Various executive agencies of the U.S. government have come together in an effort to speed up how the government acquires new technology and solutions, the United States General Services Administration (GSA) announced today.
The GSA, in the simplest terms, is a federal body in charge of all of the material stuff the government uses. This includes everything from land, to cars, to IT technology and solutions, and it is also the government body in charge of the Federal Acquisition Regulation (FAR).
Whenever a government agency wants to issue a new contract or proposal to aqcuire goods from a civilian body, it has to make sure the supplier meets the guidelines laid out by FAR.

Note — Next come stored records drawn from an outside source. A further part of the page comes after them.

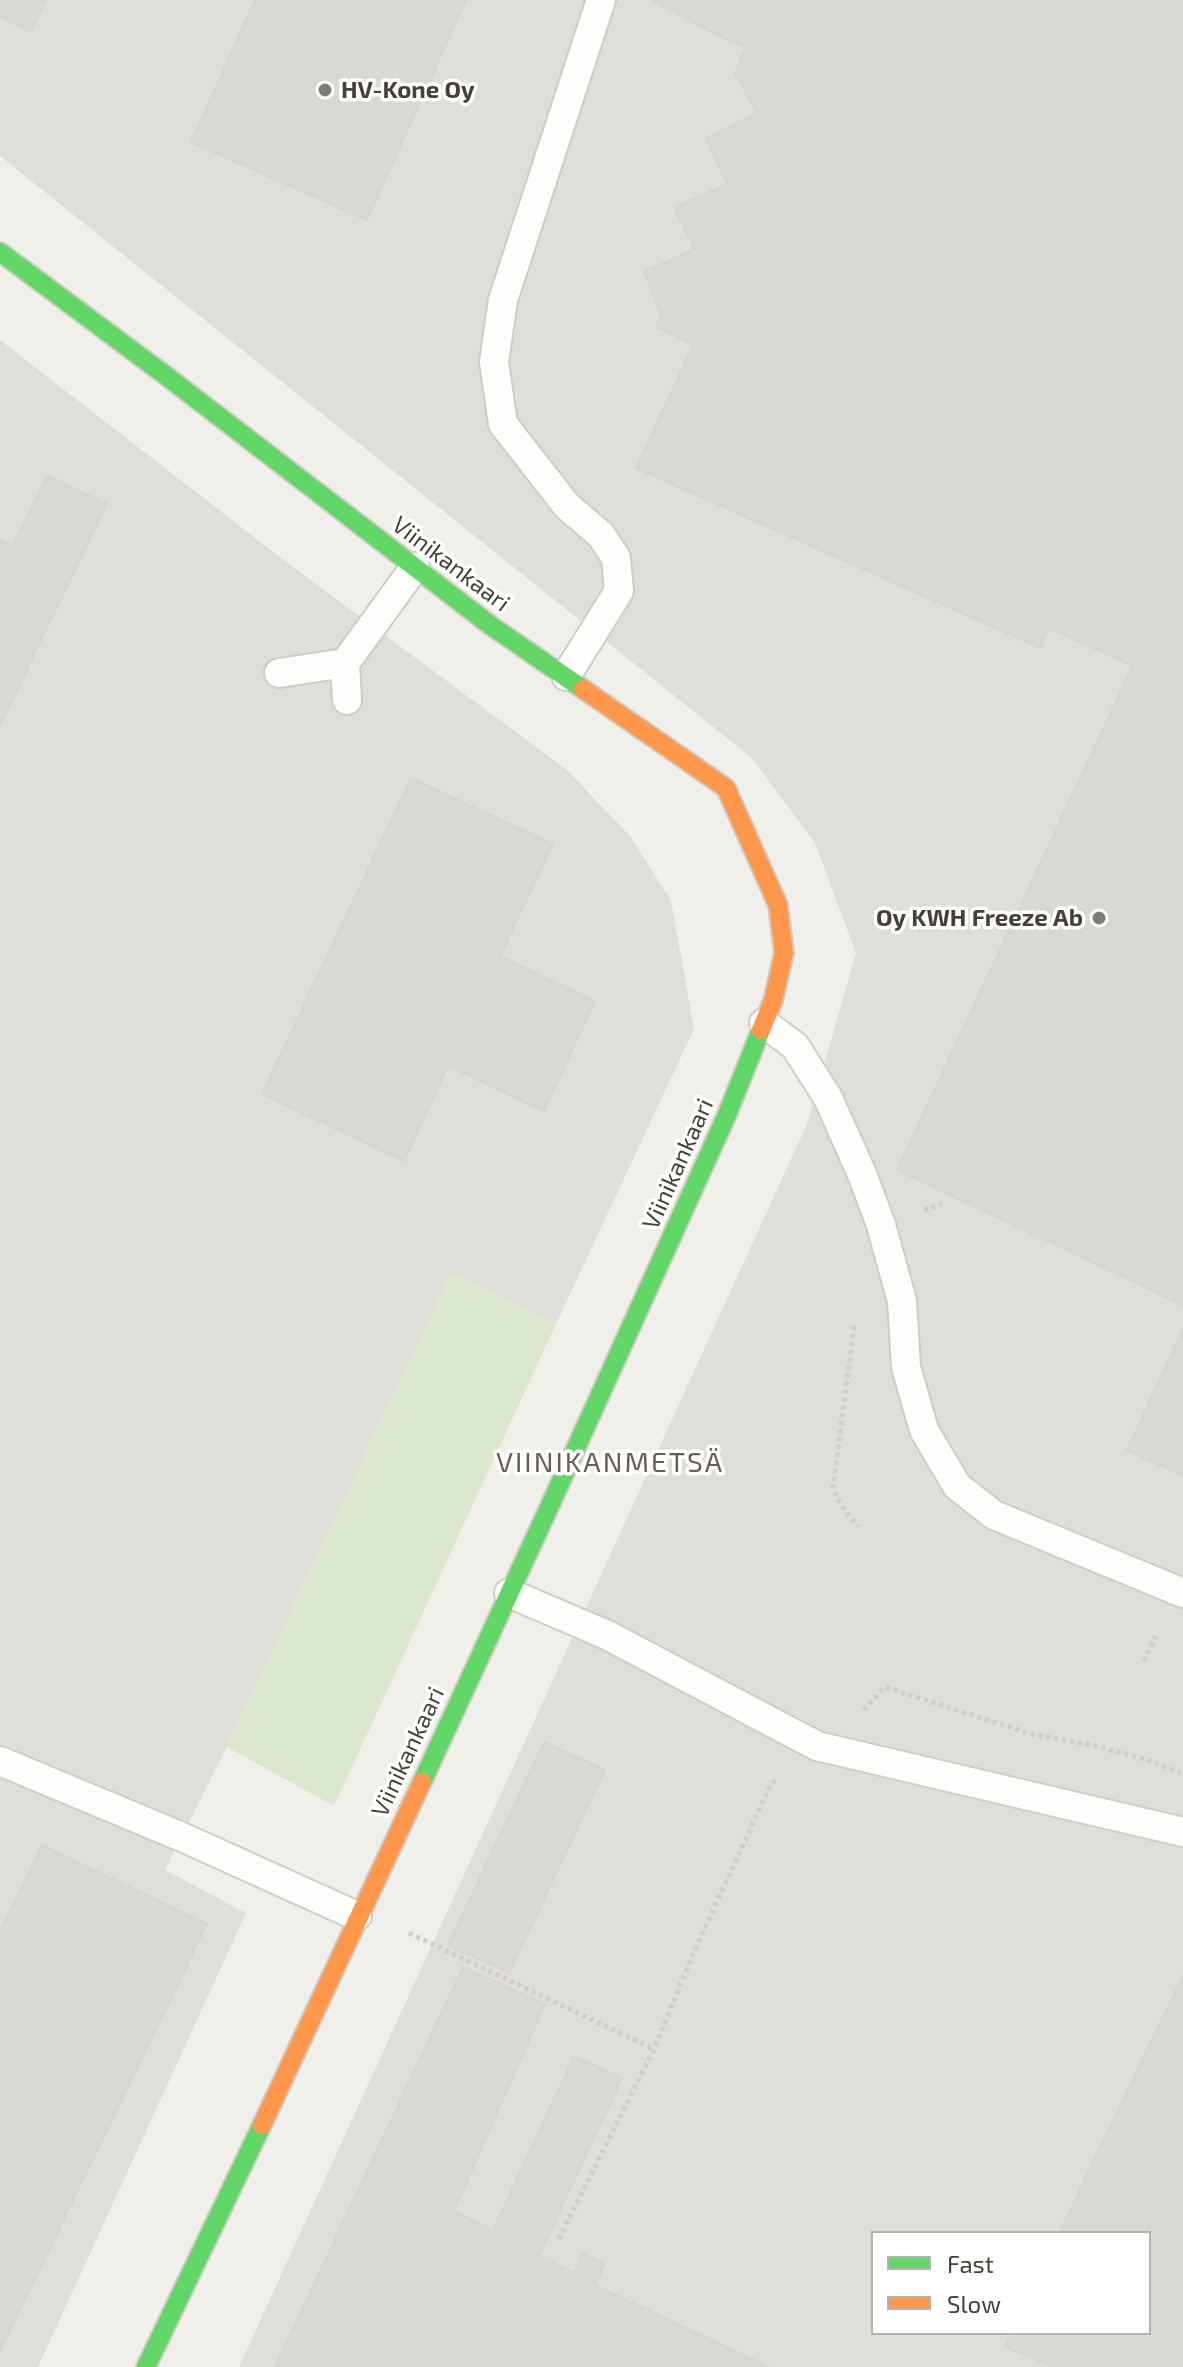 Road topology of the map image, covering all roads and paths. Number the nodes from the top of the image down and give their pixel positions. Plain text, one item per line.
1 (601, 0) edge
2 (3, 264) edge
3 (415, 567) junction
4 (345, 663) junction
5 (279, 673) dead end
6 (566, 676) junction
7 (347, 700) dead end
8 (764, 1023) junction
9 (509, 1593) junction
10 (1183, 1593) edge
11 (817, 1746) junction
12 (0, 1761) edge
13 (1183, 1774) edge
14 (1183, 1832) edge
15 (357, 1916) junction
16 (396, 1927) dead end
17 (654, 2049) junction
18 (559, 2239) dead end
19 (146, 2367) edge

1 - 6 lane
2 - 3 street, Viinikankaari
3 - 4 lane
3 - 6 street, Viinikankaari
4 - 5 lane
4 - 7 lane
6 - 8 street, Viinikankaari
8 - 9 street, Viinikankaari
8 - 10 lane
9 - 11 lane
9 - 15 street, Viinikankaari
11 - 13 path
11 - 14 lane
11 - 17 path
12 - 15 lane
15 - 19 street, Viinikankaari
16 - 17 path
17 - 18 path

“The vision for the Federal Acquisition System is to deliver on a timely basis the best value product or service to the customer, while maintaining the public’s trust and fulfilling public policy objectives. Participants in the acquisition process should work together as a team and should be empowered to make decisions within their area of responsibility,” says the first section of FAR.
FAR was put in place in 1974 as a part of the Office of Federal Procurement Policy Act of 1974, but thanks to what the Government Accountability Office called “changing security threats, rapidly evolving science and technology, and budget imbalances,” the process of FAR-compliant acquisition often proves to be too slow or too difficult for smaller companies.
“We need a tuneup on our system,” U.S. General Services Administrator Martha N. Johnson said today. “Right now, we are driving our father’s car. It works, but is showing its age. I want a modern, electric car version of the FAR to take us where we need to go reliably and quickly.”
Together with NASA, the Department of Defense, and the Office of Management and Budget, the GSA is “tuning up” FAR beginning on March 31.
The group will create action plans in three general areas: team management, case management, and training. All of them will concentrate on the ways the GSA can more quickly and accurately assess the material needs of federal agencies, and fulfill them in a quick, but fair manner.